Thomas Jefferson Papers

To Thomas Jefferson from David Jackson, Jr., 19 July 1802

From David Jackson, Jr.

Philada. July 19th. 1802

Honored Sir

By the decease of the late worthy Mr Vancleve, a vacancy takes place in the board of Commissioners of Bankruptcy, an appointment to which vacancy if not already made would confer a perpetual obligation upon me—

I have communicated this my application to no person, highly disapproving the practice of many in procuring names recommendatory of their appointment—

I am personally known to a large proportion of our leading republican friends, also well known to the present commissioners of Bankruptcy, particularly Mr. Sergeant, who was a fellow collegian of mine. I am settled with a wife & family around me, in the pursuit of a mercantile occupation for a livelihood, and were I to suggest my intentions to my friends Governor McKean, or Mr Charles Thomson, who is an uncle of mine by marriage, I have no doubt, but that I could have procured every recommendation I could wish; but respected Sir, I wish my Integrity & Character to be my sole recommendation

ever your friend

David Jackson

Son of the late Dr David Jackson.

RC (DNA: RG 59, LAR); endorsed by TJ as received 25 July and “to be Commr. bkrptcy Phila” and so recorded in SJL.

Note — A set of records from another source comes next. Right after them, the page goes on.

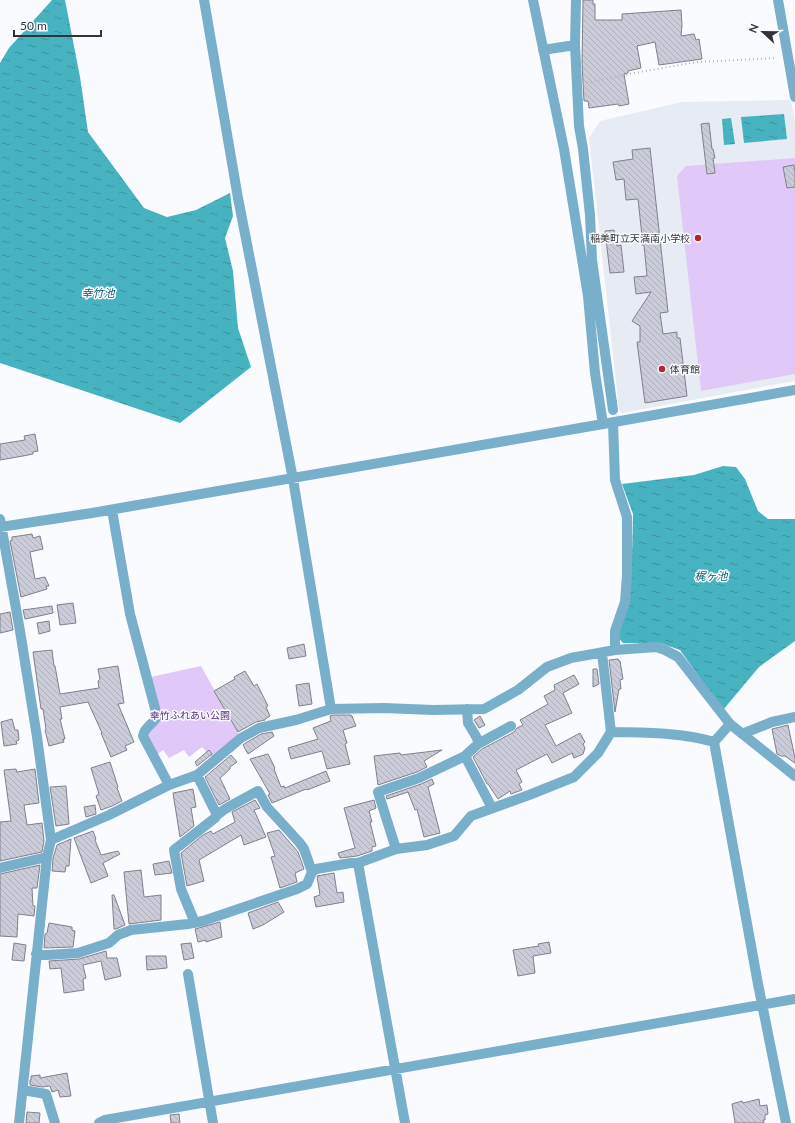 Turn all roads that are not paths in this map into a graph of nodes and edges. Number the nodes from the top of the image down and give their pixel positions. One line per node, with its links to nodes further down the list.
1 (204, 0): 13 (street)
2 (532, 0): 6 (street)
3 (576, 0): 5 (street)
4 (778, 0): 7 (street)
5 (575, 46): 6 (street); 10 (street)
6 (543, 50): 12 (street)
7 (792, 56): 8 (street)
8 (795, 97)
9 (795, 390): 11 (street)
10 (613, 410)
11 (613, 423): 12 (street); 16 (street)
12 (603, 424): 13 (street)
13 (292, 479): 14 (street); 18 (street)
14 (112, 510): 15 (street); 30 (street)
15 (0, 524): 33 (street)
16 (615, 650): 17 (street); 21 (street)
17 (602, 653): 19 (street); 23 (street)
18 (331, 709): 19 (street); 28 (street)
19 (467, 709): 26 (street)
20 (795, 717): 24 (street)
21 (730, 724): 24 (street); 25 (street)
22 (511, 726): 26 (street)
23 (610, 732): 25 (street); 31 (street)
24 (742, 734): 29 (street)
25 (714, 742): 43 (street)
26 (478, 744): 27 (street)
27 (465, 756): 31 (street); 34 (street)
28 (197, 775): 30 (street); 32 (street)
29 (795, 776)
30 (169, 785): 33 (street)
31 (492, 808): 34 (street)
32 (217, 815): 38 (street); 39 (street)
33 (51, 840): 35 (street)
34 (396, 849): 36 (street)
35 (47, 857): 37 (street); 40 (street)
36 (358, 862): 38 (street); 44 (street)
37 (0, 868)
38 (312, 872): 39 (street)
39 (195, 923): 40 (street)
40 (36, 954): 45 (street)
41 (188, 974): 46 (street)
42 (795, 999): 43 (street)
43 (762, 1005): 44 (street); 52 (street)
44 (395, 1070): 46 (street); 51 (street)
45 (23, 1090): 47 (street); 48 (street)
46 (209, 1101): 49 (street); 50 (street)
47 (19, 1123)
48 (55, 1123)
49 (99, 1123)
50 (213, 1123)
51 (405, 1123)
52 (786, 1123)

David Jackson, Jr. (d. 1808) was the eldest son of Dr. David Jackson, with whom TJ had regularly conducted financial transactions and sometimes purchased medicines. His mother was probably Jane Mather Jackson, of Chester, Pennsylvania, whom his father married in 1770, the widow of his brother Dr. Paul Jackson. After her death, David Jackson married Susanna Kemper, with whom he had nine children. David Jackson, Jr., graduated from the University of Pennsylvania in 1794 and received a graduate degree nine years later. In 1800, he married Rebecca Clarkson and entered the family apothecary business as a wholesale and retail druggist with his own store. After the death of his father in 1801, his stepmother formed a partnership with Dr. Samuel Betton to carry on the business. The Betton & Jackson partnership dissolved in 1803, when David Jackson announced to his friends and customers and to those “of his late father” that business would be conducted at Arch and Fourth streets, the site of his father’s establishment, “in conjunction with his father’s widow,” under the firm of David and S. Jackson. Governor McKean appointed Jackson to Philadelphia’s Board of Health in 1804. In 1807, he was elected a director of the Philadelphia Bank (John Hill Martin, Chester (and Its Vicinity,) Delaware County, in Pennsylvania; with Genealogical Sketches of Some Old Families [Philadelphia, 1877], 129–30; W. J. Maxwell, comp., General Alumni Catalogue of the University of Pennsylvania: 1917 [Philadelphia, 1917], 24; DAB description begins Allen Johnson and Dumas Malone, eds., Dictionary of American Biography, New York, 1928–36, 20 vols. description ends , 9:538–9; Pa. Arch. description begins Samuel Hazard and others, eds., Pennsylvania Archives. Selected and Arranged from Original Documents in the Office of the Secretary of the Commonwealth, Harrisburg, 1852–1935, 119 vols. description ends , 2d ser., 9:575; Philadelphia Gazette, 16 Apr. 1800; Poulson’s American Daily Advertiser, 25 Sep., 30 Oct. 1801; 15 July 1803; 11 July, 18 Nov. 1808; Philadelphia Aurora, 20 Apr. 1804; United States’ Gazette, 26 Apr. 1806; 10 Feb. 1807; MB description begins James A. Bear, Jr., and Lucia C. Stanton, eds., Jefferson’s Memorandum Books: Accounts, with Legal Records and Miscellany, 1767–1826, Princeton, 1997, The Papers of Thomas Jefferson, Second Series description ends , 2:935, 986, 1016; Vol. 32:405n, 415–16; Vol. 34:375n, 581, 582n; Vol. 36:216n, 482, 693).

FELLOW COLLEGIAN OF MINE: John Sergeant studied at the University of Pennsylvania before attending the College of New Jersey at Princeton, from which he graduated in 1795 (Biog. Dir. Cong. description begins Biographical Directory of the United States Congress, 1774–1989, Washington, D.C., 1989 description ends ). UNCLE OF MINE BY MARRIAGE: Charles Thomson’s first wife Ruth Mather was the sister of Jane Mather Jackson (DAB description begins Allen Johnson and Dumas Malone, eds., Dictionary of American Biography, New York, 1928–36, 20 vols. description ends ; Martin, Chester, 129–30).